§ **Stored data**

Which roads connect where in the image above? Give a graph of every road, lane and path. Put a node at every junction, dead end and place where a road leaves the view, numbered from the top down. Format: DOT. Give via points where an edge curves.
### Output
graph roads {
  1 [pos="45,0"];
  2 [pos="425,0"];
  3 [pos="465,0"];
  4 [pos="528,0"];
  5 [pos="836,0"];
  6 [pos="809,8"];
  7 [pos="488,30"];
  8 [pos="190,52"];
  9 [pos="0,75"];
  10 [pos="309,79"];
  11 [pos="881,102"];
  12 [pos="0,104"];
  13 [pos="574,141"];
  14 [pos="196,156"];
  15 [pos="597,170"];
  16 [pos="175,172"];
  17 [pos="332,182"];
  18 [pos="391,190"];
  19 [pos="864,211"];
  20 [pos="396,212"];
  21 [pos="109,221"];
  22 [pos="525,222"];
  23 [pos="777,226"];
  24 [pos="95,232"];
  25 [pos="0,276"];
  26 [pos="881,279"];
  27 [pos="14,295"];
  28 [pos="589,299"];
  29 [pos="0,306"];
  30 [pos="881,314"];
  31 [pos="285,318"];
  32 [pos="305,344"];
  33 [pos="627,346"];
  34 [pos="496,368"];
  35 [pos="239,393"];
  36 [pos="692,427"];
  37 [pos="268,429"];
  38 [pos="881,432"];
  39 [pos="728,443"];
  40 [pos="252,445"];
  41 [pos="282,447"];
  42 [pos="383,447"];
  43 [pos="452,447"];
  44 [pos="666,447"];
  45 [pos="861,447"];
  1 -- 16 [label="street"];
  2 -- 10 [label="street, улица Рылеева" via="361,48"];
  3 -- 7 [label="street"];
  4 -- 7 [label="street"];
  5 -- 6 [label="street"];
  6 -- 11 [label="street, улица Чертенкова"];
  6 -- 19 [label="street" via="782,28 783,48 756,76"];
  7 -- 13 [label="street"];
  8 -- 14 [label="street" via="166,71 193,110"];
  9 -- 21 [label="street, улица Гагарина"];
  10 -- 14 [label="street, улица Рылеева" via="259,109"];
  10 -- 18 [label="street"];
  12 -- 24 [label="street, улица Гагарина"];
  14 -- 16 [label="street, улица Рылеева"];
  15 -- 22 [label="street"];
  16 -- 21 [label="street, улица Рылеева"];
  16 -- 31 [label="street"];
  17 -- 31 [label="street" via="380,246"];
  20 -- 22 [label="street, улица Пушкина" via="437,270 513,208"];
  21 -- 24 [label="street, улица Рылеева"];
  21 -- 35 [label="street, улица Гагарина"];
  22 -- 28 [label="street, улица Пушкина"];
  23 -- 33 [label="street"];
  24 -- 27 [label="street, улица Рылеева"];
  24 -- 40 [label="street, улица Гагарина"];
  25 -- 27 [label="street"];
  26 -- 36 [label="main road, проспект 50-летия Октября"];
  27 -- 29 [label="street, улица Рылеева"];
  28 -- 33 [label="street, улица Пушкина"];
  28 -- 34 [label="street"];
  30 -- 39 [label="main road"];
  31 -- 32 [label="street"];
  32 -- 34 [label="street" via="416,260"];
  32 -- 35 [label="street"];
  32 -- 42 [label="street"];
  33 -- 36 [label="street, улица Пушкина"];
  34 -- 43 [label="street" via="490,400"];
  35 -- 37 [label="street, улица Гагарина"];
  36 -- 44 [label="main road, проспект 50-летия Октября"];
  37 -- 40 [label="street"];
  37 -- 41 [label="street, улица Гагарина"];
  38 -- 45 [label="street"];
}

§ **Prompt**
Reproduce every line of the material above that has the string "Пушкина".

§ **Completed exercise**
  20 -- 22 [label="street, улица Пушкина" via="437,270 513,208"];
  22 -- 28 [label="street, улица Пушкина"];
  28 -- 33 [label="street, улица Пушкина"];
  33 -- 36 [label="street, улица Пушкина"];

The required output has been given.